Stored data entries

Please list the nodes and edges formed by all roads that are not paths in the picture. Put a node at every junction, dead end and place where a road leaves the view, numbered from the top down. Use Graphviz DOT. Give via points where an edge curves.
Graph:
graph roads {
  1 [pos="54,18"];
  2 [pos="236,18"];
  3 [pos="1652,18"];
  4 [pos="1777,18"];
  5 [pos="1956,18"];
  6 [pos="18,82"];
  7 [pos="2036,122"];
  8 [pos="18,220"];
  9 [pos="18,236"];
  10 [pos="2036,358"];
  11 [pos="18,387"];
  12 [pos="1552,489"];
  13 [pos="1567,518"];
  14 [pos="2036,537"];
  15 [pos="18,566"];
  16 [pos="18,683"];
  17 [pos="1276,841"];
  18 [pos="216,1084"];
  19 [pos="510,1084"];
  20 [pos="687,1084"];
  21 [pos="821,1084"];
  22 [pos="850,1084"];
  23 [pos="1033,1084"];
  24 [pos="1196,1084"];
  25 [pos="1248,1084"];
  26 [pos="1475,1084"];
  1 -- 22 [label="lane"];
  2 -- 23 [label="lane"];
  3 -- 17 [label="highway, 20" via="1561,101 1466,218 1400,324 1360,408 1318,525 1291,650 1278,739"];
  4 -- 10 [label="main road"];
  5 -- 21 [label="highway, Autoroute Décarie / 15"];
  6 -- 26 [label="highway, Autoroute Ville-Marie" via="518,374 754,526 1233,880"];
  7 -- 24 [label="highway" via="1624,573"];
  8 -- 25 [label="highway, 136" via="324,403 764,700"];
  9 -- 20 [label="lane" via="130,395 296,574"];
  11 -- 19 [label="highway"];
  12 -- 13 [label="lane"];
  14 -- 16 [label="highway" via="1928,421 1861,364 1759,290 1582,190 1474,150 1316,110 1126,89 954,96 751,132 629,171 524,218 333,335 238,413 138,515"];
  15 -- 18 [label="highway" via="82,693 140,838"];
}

● Task to complete
Make an exact copy of every line in the data.

● Written solution
Please list the nodes and edges formed by all roads that are not paths in the picture. Put a node at every junction, dead end and place where a road leaves the view, numbered from the top down. Use Graphviz DOT. Give via points where an edge curves.
Graph:
graph roads {
  1 [pos="54,18"];
  2 [pos="236,18"];
  3 [pos="1652,18"];
  4 [pos="1777,18"];
  5 [pos="1956,18"];
  6 [pos="18,82"];
  7 [pos="2036,122"];
  8 [pos="18,220"];
  9 [pos="18,236"];
  10 [pos="2036,358"];
  11 [pos="18,387"];
  12 [pos="1552,489"];
  13 [pos="1567,518"];
  14 [pos="2036,537"];
  15 [pos="18,566"];
  16 [pos="18,683"];
  17 [pos="1276,841"];
  18 [pos="216,1084"];
  19 [pos="510,1084"];
  20 [pos="687,1084"];
  21 [pos="821,1084"];
  22 [pos="850,1084"];
  23 [pos="1033,1084"];
  24 [pos="1196,1084"];
  25 [pos="1248,1084"];
  26 [pos="1475,1084"];
  1 -- 22 [label="lane"];
  2 -- 23 [label="lane"];
  3 -- 17 [label="highway, 20" via="1561,101 1466,218 1400,324 1360,408 1318,525 1291,650 1278,739"];
  4 -- 10 [label="main road"];
  5 -- 21 [label="highway, Autoroute Décarie / 15"];
  6 -- 26 [label="highway, Autoroute Ville-Marie" via="518,374 754,526 1233,880"];
  7 -- 24 [label="highway" via="1624,573"];
  8 -- 25 [label="highway, 136" via="324,403 764,700"];
  9 -- 20 [label="lane" via="130,395 296,574"];
  11 -- 19 [label="highway"];
  12 -- 13 [label="lane"];
  14 -- 16 [label="highway" via="1928,421 1861,364 1759,290 1582,190 1474,150 1316,110 1126,89 954,96 751,132 629,171 524,218 333,335 238,413 138,515"];
  15 -- 18 [label="highway" via="82,693 140,838"];
}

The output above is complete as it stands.